The light of the central courtyard makes one move towards it and arrive in the middle of the site width with sunken courtyard flooded with natural light on one side and a relatively dark seating arrangement with a beam of light from a linear skylight on the other.

The formal seating adjacent to the internal staircase is also separated by a plane with a cutout that offers framed views from the other side and also leads one to the upper level where the second step is shaped to be tapered to communicate the idea of opening up the diagonal route.

This further leads one towards the Bar and dining with the last plane unfolding the kitchen area. These multiple framed openings allowed the users to exhibit their belongings from travels.
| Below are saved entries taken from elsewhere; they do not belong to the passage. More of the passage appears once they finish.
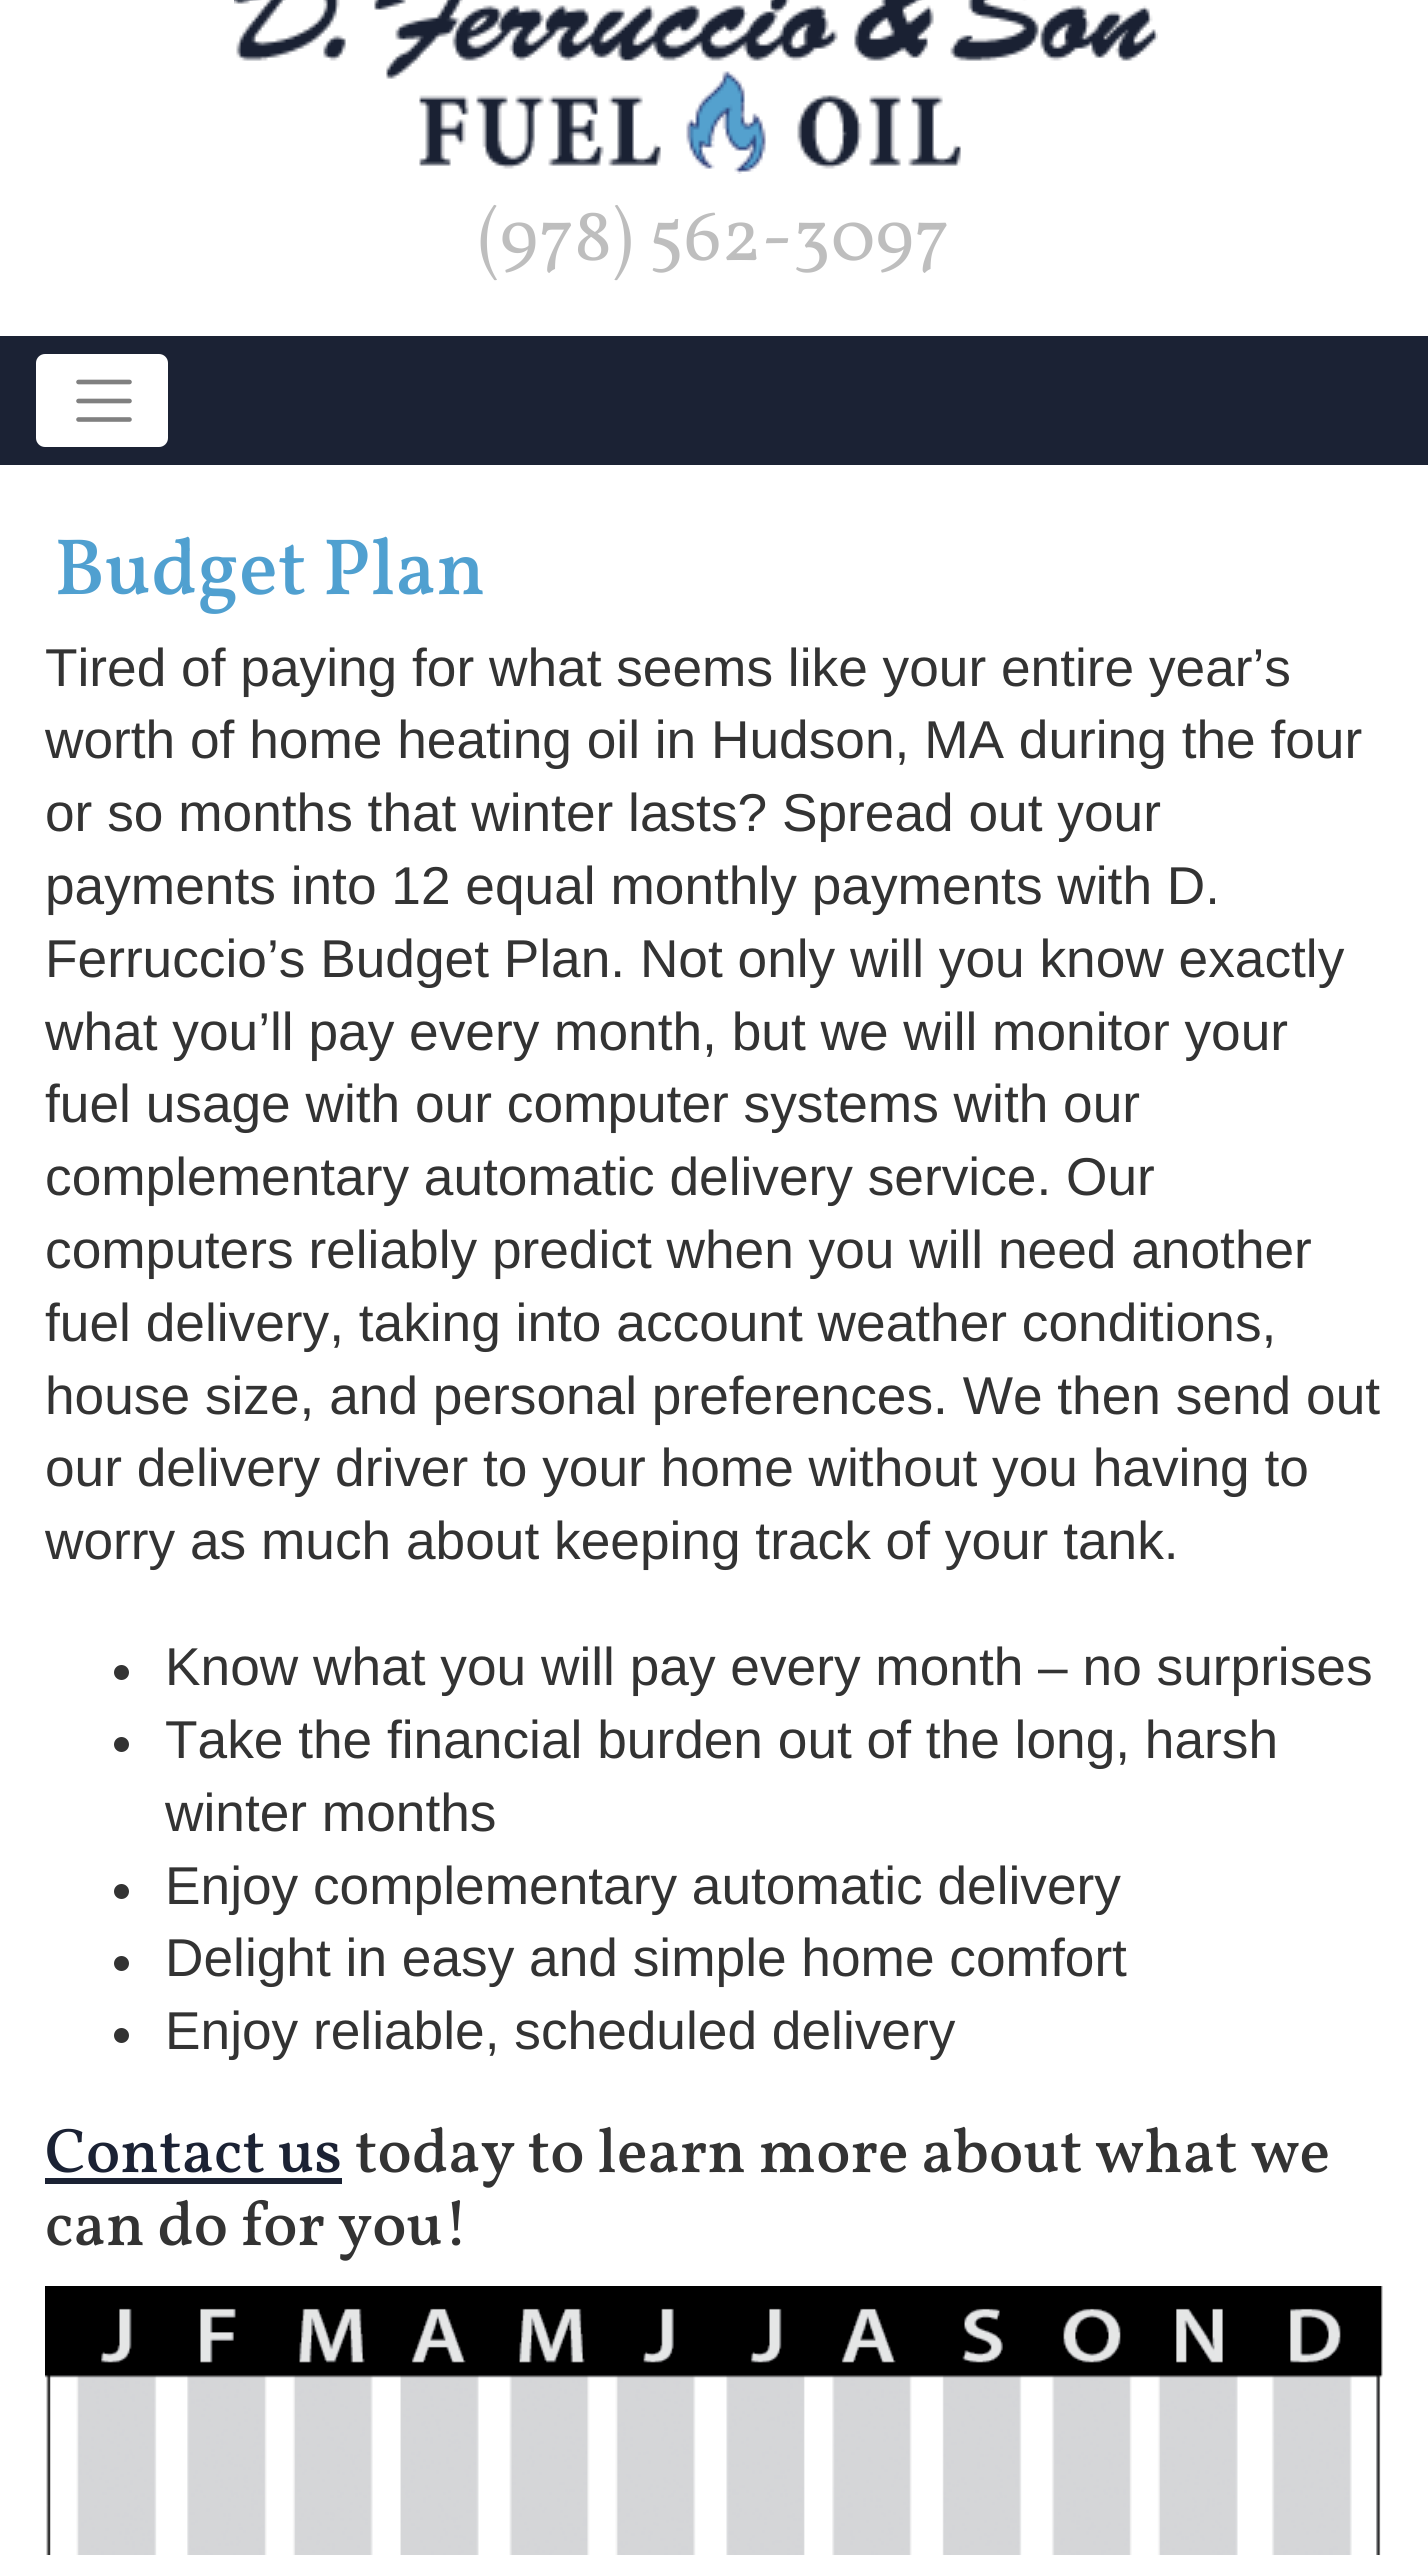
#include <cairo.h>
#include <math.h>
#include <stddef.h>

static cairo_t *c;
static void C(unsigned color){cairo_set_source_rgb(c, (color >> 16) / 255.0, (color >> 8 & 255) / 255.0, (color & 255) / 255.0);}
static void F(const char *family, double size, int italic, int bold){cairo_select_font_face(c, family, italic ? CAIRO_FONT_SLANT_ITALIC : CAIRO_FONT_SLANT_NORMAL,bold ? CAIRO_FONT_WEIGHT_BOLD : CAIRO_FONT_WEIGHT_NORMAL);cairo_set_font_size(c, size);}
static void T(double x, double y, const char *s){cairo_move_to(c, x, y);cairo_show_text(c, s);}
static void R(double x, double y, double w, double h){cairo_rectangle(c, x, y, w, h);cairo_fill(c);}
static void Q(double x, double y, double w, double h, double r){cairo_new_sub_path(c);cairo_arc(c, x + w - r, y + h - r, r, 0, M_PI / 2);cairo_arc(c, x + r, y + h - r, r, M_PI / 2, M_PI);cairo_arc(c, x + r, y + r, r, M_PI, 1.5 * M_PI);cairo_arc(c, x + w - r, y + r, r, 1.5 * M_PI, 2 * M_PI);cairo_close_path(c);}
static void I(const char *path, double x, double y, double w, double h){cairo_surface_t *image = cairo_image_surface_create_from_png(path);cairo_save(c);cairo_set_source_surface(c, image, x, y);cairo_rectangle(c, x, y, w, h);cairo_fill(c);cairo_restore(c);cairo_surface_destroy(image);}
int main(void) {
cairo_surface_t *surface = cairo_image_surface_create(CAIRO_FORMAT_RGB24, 1428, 2555);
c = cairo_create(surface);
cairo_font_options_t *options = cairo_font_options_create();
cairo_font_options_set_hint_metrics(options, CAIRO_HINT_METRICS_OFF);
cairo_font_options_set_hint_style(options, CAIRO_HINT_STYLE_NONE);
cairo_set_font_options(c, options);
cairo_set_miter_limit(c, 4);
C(0xffffff);
cairo_paint(c);
I("1.png",234,0,924,174);
F("Vollkorn",74.25,0,0);
C(0xbebebe);
T(478,260,"(978) 562-3097");
C(0x1b2234);
R(0,336,1428,129);
C(0xffffff);
Q(36,354,132,93,9);
cairo_fill(c);
cairo_new_path(c);
cairo_move_to(c,78.5,382);
cairo_line_to(c,129.5,382);
cairo_move_to(c,78.5,401);
cairo_line_to(c,129.5,401);
cairo_move_to(c,78.5,419.5);
cairo_line_to(c,129.5,419.5);
C(0x808080);
cairo_set_line_width(c,4.6);
cairo_set_line_cap(c,CAIRO_LINE_CAP_ROUND);
cairo_stroke(c);
F("Vollkorn Medium",80,0,0);
C(0x50a0d0);
T(54,594,"Budget Plan");
F("Liberation Sans",53.25,0,0);
C(0x333333);
T(45,686,"Tired of paying for what seems like your entire year’s");
T(45,758,"worth of home heating oil in Hudson, MA during the four");
T(45,831,"or so months that winter lasts? Spread out your");
T(45,904,"payments into 12 equal monthly payments with D.");
T(45,977,"Ferruccio’s Budget Plan. Not only will you know exactly");
T(45,1050,"what you’ll pay every month, but we will monitor your");
T(45,1122,"fuel usage with our computer systems with our");
T(45,1195,"complementary automatic delivery service. Our");
T(45,1268,"computers reliably predict when you will need another");
T(45,1341,"fuel delivery, taking into account weather conditions,");
T(45,1414,"house size, and personal preferences. We then send out");
T(45,1486,"our delivery driver to your home without you having to");
T(45,1559,"worry as much about keeping track of your tank.");
cairo_new_path(c);
cairo_arc(c,121.5,1672.5,7.5,0,2 * M_PI);
cairo_fill(c);
T(165,1685,"Know what you will pay every month – no surprises");
cairo_new_path(c);
cairo_arc(c,121.5,1744.5,7.5,0,2 * M_PI);
cairo_fill(c);
T(165,1758,"Take the financial burden out of the long, harsh");
T(165,1831,"winter months");
cairo_new_path(c);
cairo_arc(c,121.5,1891.5,7.5,0,2 * M_PI);
cairo_fill(c);
T(165,1904,"Enjoy complementary automatic delivery");
cairo_new_path(c);
cairo_arc(c,121.5,1963.5,7.5,0,2 * M_PI);
cairo_fill(c);
T(165,1976,"Delight in easy and simple home comfort");
cairo_new_path(c);
cairo_arc(c,121.5,2035.5,7.5,0,2 * M_PI);
cairo_fill(c);
T(165,2049,"Enjoy reliable, scheduled delivery");
F("Vollkorn Medium",63.1,0,0);
C(0x1b2234);
T(45,2172,"Contact us");
R(45,2178,297,6);
C(0x333333);
T(355,2172,"today to learn more about what we");
T(45,2245,"can do for you!");
I("2.png",45,2286,1338,269);
cairo_surface_write_to_png(surface, "o.png");
cairo_font_options_destroy(options);
cairo_destroy(c);
cairo_surface_destroy(surface);
return 0;
}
The sunken courtyard has the bar behind one plane with a cutout that allows one to connect to the court space from the bar area. The only bedroom on the ground floor towards the front side has one window opening towards the courtyard that received the natural light from the court space. The other being towards the entrance verandah.


The house is a southwest facing unit received the harsh summer sun for good 6 months of the year . In order to make it passively cool the services like the toilets and the wardrobe spaces were positioned in the front side to block the south west sun and keep the interiors cooler.
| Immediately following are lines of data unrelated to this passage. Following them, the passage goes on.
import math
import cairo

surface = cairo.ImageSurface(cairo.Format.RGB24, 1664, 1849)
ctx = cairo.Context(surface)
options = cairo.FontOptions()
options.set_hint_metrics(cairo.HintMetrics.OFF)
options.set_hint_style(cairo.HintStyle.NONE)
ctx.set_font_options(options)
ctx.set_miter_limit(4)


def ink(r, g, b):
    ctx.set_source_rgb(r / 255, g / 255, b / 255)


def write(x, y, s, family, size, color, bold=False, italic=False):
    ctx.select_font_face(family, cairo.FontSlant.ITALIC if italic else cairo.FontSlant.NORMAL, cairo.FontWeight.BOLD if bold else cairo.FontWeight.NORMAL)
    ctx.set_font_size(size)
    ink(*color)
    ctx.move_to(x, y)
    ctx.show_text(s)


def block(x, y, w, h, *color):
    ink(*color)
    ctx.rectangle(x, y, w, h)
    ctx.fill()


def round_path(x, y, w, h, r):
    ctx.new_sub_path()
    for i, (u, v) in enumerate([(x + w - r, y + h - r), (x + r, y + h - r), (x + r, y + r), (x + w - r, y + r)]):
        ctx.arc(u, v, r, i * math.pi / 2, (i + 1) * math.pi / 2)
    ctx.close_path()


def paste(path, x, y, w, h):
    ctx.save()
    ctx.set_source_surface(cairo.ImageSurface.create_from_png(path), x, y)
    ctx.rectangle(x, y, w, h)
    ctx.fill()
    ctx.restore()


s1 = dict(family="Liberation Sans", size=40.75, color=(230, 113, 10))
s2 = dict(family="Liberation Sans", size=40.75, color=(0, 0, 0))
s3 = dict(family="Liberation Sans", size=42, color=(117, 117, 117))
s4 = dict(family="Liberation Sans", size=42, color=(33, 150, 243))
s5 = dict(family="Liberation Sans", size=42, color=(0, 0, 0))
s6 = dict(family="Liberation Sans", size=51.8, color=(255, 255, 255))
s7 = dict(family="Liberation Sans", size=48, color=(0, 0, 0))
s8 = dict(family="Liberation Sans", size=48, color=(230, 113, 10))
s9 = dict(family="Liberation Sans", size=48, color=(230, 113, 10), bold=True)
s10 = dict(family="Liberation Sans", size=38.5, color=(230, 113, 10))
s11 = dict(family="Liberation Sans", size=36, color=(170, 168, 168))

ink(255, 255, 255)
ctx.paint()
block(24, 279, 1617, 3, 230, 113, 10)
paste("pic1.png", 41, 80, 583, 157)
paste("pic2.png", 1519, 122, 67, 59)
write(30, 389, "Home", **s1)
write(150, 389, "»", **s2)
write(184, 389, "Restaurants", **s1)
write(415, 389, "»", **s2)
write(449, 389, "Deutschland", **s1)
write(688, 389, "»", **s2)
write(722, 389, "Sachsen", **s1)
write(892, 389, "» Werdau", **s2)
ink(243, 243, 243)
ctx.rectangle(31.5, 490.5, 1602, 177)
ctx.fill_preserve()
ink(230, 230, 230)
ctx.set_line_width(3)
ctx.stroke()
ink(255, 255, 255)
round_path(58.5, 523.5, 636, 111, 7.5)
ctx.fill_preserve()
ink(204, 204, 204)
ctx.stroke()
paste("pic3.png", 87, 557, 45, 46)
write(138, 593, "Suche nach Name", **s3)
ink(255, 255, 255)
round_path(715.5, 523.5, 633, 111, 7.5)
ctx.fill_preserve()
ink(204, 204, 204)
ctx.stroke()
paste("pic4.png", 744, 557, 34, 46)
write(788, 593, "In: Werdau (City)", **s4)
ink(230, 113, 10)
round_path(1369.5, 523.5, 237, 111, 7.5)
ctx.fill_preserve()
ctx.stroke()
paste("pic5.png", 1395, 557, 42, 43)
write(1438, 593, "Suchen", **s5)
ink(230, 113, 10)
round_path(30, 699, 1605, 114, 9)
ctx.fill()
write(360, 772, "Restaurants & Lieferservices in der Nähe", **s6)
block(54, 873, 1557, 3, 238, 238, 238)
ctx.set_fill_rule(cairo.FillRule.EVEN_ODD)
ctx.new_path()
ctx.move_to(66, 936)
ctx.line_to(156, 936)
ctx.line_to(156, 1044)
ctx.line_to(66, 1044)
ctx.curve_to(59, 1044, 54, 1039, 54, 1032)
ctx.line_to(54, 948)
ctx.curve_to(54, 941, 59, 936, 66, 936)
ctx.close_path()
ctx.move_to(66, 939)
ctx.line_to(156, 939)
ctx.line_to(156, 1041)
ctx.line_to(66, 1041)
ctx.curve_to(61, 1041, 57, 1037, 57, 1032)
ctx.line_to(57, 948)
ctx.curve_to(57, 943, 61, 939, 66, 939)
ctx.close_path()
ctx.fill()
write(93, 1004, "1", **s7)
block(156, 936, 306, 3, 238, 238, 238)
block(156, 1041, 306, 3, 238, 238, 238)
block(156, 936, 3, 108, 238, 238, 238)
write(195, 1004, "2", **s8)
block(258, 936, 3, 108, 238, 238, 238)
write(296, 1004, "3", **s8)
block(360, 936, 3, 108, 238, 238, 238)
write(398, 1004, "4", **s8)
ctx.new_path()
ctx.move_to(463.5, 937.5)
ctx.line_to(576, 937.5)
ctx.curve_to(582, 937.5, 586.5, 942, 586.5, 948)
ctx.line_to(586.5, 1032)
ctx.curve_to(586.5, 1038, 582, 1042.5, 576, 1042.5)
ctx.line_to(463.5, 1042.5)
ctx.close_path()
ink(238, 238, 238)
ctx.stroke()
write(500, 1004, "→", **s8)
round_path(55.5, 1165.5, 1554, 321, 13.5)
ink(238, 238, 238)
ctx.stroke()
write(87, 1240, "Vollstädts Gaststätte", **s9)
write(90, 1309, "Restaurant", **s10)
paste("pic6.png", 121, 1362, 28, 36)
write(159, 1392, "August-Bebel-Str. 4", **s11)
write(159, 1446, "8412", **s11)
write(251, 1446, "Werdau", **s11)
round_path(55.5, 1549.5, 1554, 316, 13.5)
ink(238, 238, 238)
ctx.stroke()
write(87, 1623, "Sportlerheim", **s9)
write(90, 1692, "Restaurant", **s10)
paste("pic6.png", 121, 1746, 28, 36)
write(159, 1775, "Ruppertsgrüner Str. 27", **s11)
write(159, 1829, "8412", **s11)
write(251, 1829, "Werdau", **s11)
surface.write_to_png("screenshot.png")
As a result both the bedrooms towards the west corner on the two levels receive natural light from the courtyard space. The first floor toilets were kept at a low height to allow some more natural filtered light between the slabs through glass bricks. 




The harsh natural light from south west was controlled by deepening the verandah spaces to create shaded spaces during summers and also enjoy the winter sun  during the late afternoons. The openings in the toilets have also been recessed and given a form following square as the basic shape.

The hollow cube of the upper level verandah  in connect with the square openings of the toilets allowed us to create an expression of planes in interaction  with the protruding boxes. The use of brick cladding allowed the hint of the context the house was sitting in.


While the lower level is kept at the same height for the expression of diagonals to enhance , but as one arrives on the first floor level, the linear skylight on the southeast corner fills the double height study / family area separated by a bridged connection on the second floor.

The levels allows one to explore the jharokha window of the bedroom on the upper level that allows one to have a dialogue with the neighbouring spaces from within. The study corner on one side received ample light from this court. This level has a well lit central common areas and three bedrooms planned on the periphery.



The choice of the materials have been kept to the basics. Vitrified flooring across the house and a muted ochre with texture finish has been used for wall finishes. Hammer finish  black granite stone has been used for the courtyard wall.

The protruding modern jharokha windows with light walnut  polish comes in striking contrast with the surroundings and remains one of the few highlights of the space . Brick cladding on the façade with mud like paint finish in texture brings the connect between modern and tradition.